How to install leptonica+tesseract on Windows without Visual Studio to use in Anaconda?

Viktoriia picture Viktoriia · Feb 8, 2016 · Viewed 10.2k times · Source

I wanted to perform text recognition from images and I want to use Python. I installed Anaconda. Now I want to install Tesseract but I also need to install Leptonica. I did not find any clear instruction how to do it in windows. For Leptonica I do not want to install Visual Studio. So could anybody provide clear instructions how to install leptonica and tesseract on Windows without Visual Studio to use in anaconda ? Thanks.

Answer

c.Parsi picture c.Parsi · Apr 22, 2016

Here is simple set of steps to have tesseract 3.05 dev version as of 04/22/2016 working both on windows 7 and windows 8 machines:

1- install tesseract from its executable from official tesseract-ocr page (version 3.02 for windoes will suffice)

2- download the following two files for tesseract 3.05 dev version from http://domasofan.spdns.eu/tesseract/

There are 2 exe files:

  • tesseract-core-yyyymmdd.exe Tesseract core application without language data
  • tesseract-langs-yyyymmdd.exe All the language data available for Tesseract.

(yyyymmdd means year 4 digits, month 2 digits and day 2 digits.)

The app is portable so you can install it on a USB stick or in another location.

sub Steps to install these:

  1. Download the tesseract-core and tesseract-langs packages.
  2. Double click the tesseract-core package and extract it to a directory where you want it to be (a temporary new folder called "Tess_temp").
  3. Double click the tesseract-langs package and extract it to the same directory but add \tessdata to it in the above "Tess_temp" folder.
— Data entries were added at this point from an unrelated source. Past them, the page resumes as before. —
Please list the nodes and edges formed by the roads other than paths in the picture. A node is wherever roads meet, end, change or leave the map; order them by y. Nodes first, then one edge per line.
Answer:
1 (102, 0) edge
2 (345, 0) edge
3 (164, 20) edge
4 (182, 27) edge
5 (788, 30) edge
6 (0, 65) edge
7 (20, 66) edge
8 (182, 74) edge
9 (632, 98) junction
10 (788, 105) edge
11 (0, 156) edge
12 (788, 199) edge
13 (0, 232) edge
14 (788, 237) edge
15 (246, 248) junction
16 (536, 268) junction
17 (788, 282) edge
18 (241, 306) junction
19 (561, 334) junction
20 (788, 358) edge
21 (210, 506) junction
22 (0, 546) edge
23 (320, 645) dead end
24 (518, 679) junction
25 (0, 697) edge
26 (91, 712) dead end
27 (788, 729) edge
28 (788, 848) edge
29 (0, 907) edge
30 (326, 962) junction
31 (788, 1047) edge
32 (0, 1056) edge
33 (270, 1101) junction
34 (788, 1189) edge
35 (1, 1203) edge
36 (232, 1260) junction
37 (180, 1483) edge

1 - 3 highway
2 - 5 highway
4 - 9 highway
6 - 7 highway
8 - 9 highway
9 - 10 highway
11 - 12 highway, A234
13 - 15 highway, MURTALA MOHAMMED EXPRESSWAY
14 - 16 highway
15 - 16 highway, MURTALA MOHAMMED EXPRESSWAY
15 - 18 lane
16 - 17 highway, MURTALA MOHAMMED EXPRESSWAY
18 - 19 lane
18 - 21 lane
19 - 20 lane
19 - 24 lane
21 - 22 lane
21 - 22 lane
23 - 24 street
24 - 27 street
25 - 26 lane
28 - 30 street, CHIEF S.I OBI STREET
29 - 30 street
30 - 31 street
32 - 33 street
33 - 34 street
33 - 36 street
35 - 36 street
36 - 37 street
For example if i would have extracted tesseract-core to c:\Tess_temp, tesseract-langs needs to go to c:\Tess_temp\tessdata.

  4. Now copy what ever you have in "Tess_temp" to where tesseract 3.02 was installed in step 1 above (its usially in C:\Program Files (x86)\Tesseract-OCR) (replace 3.02 materials with 3.05 )

  5. It should work now with the 3.05 version on windows. copy a sample image test.png (with text) to this tesseract-ocr folder and open a cmd and type in the following commands:

    go to tesseract folder: cd C:\Program Files <x86>\Tesseract-OCR

    run tesseract on test.png: tesseract -l eng test.png test_text -psm 6

it will show you

Tesseract Open Source OCR Engine v3.05.00dev with Leptonica

congratulations ! (check test_txt.txt for the extracted text)